▽

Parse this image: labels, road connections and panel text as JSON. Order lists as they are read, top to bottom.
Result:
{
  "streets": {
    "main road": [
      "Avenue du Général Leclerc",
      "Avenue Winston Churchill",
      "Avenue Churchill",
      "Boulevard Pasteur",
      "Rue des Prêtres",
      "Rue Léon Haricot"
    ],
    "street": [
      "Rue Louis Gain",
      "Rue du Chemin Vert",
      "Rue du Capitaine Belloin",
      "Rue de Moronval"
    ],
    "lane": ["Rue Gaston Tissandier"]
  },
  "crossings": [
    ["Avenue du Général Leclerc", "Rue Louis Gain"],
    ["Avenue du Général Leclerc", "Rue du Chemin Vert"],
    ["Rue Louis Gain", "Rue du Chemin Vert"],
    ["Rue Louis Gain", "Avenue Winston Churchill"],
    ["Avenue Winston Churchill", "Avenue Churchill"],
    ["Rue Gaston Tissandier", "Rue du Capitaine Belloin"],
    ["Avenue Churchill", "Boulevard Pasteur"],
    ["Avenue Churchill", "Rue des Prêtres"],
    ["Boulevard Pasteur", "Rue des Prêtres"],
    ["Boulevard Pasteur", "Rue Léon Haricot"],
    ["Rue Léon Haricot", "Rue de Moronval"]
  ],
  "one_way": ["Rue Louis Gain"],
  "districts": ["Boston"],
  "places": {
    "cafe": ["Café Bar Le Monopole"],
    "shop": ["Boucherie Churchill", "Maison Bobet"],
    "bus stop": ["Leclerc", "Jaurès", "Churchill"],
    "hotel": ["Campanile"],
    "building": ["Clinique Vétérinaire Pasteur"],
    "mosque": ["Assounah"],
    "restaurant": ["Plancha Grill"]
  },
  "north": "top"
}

△
▽

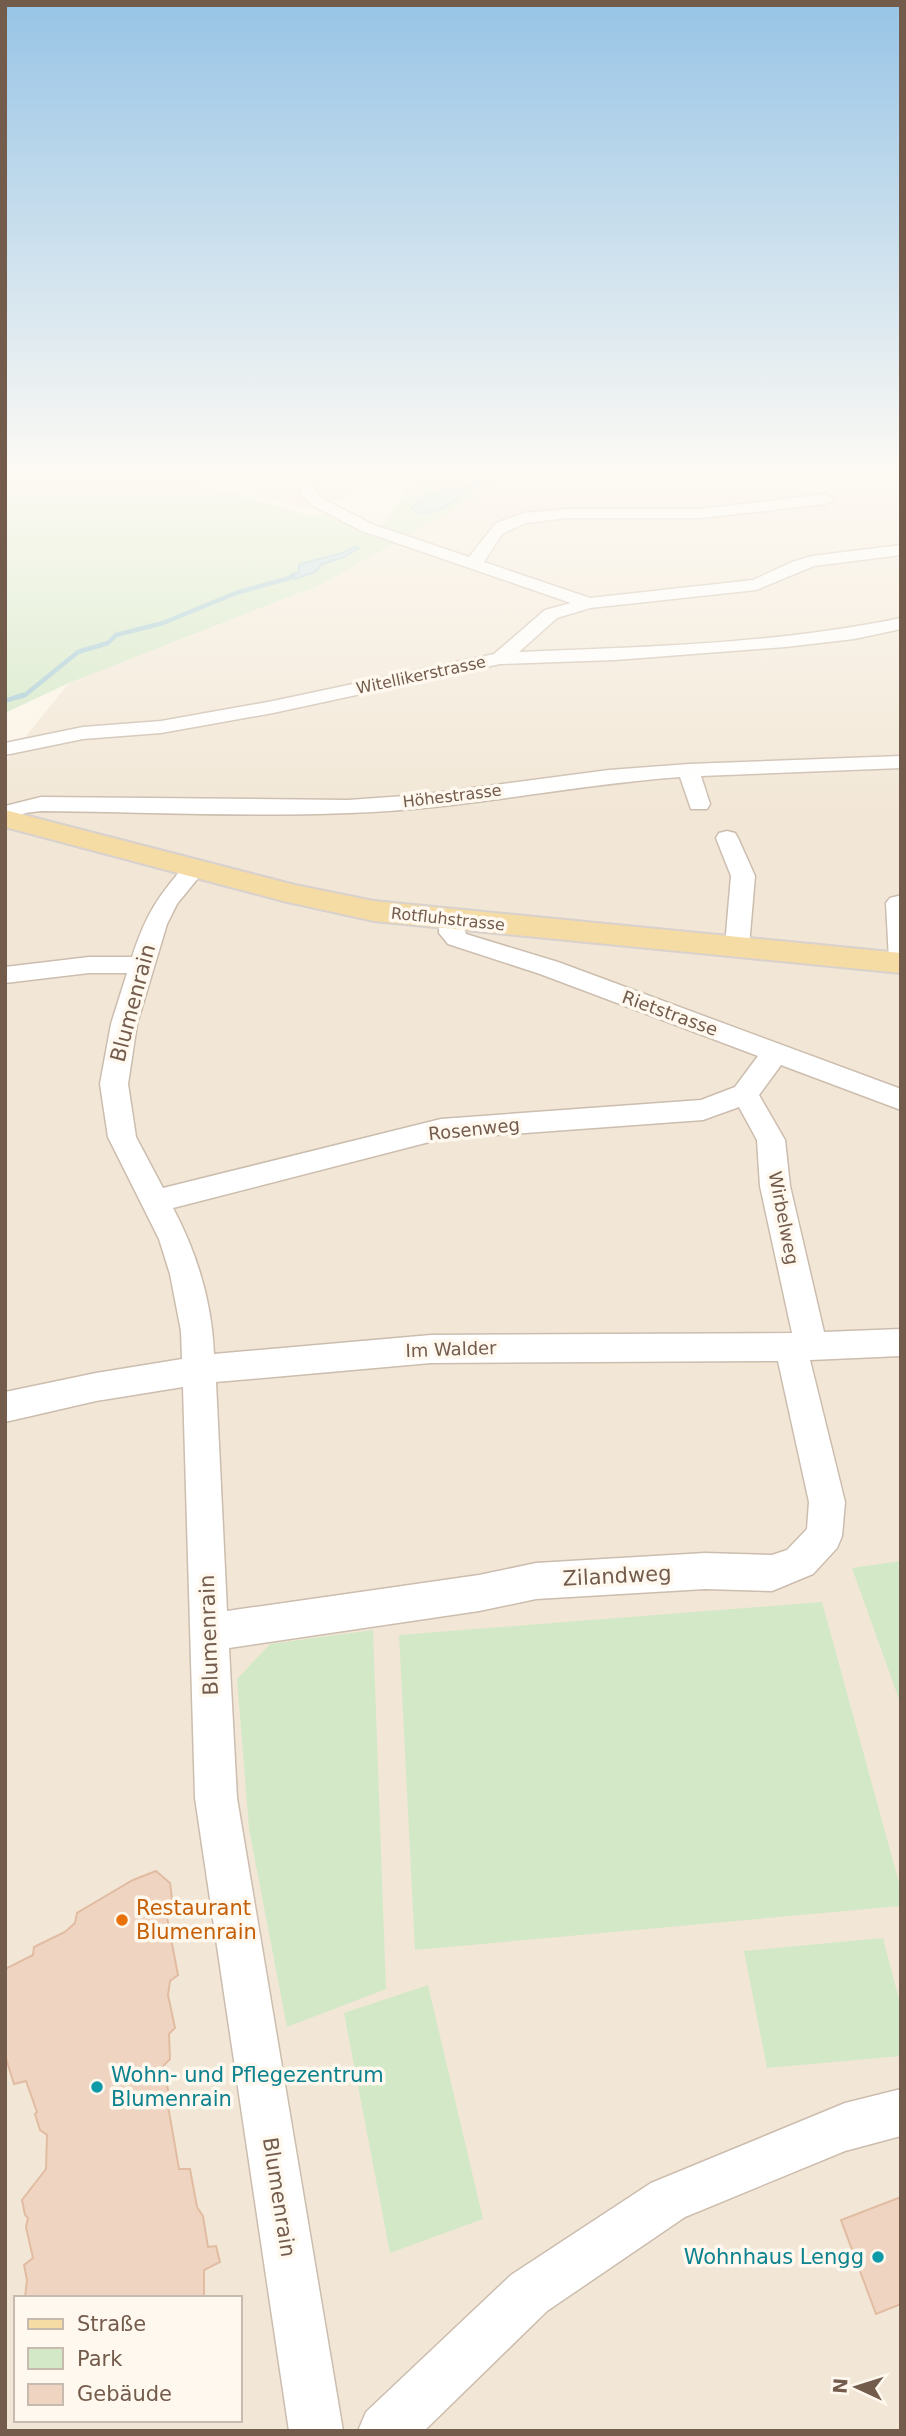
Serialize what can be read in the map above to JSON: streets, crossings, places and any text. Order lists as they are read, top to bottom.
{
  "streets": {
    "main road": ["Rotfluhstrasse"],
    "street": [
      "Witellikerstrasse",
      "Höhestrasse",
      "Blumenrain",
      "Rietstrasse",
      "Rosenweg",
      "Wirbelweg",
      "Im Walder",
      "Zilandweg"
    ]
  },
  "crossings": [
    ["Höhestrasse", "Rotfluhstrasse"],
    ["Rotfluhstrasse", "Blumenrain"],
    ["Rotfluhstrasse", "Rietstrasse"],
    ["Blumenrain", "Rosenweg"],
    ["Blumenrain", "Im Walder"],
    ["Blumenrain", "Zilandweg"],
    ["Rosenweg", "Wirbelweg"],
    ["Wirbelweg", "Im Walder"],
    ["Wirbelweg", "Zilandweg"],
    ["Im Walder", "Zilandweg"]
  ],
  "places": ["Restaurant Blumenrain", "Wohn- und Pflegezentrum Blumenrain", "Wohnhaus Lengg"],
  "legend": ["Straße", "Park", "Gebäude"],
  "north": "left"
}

△

In the preceding material, find each line holding the word "Vert" and copy it out.

      "Rue du Chemin Vert",
    ["Avenue du Général Leclerc", "Rue du Chemin Vert"],
    ["Rue Louis Gain", "Rue du Chemin Vert"],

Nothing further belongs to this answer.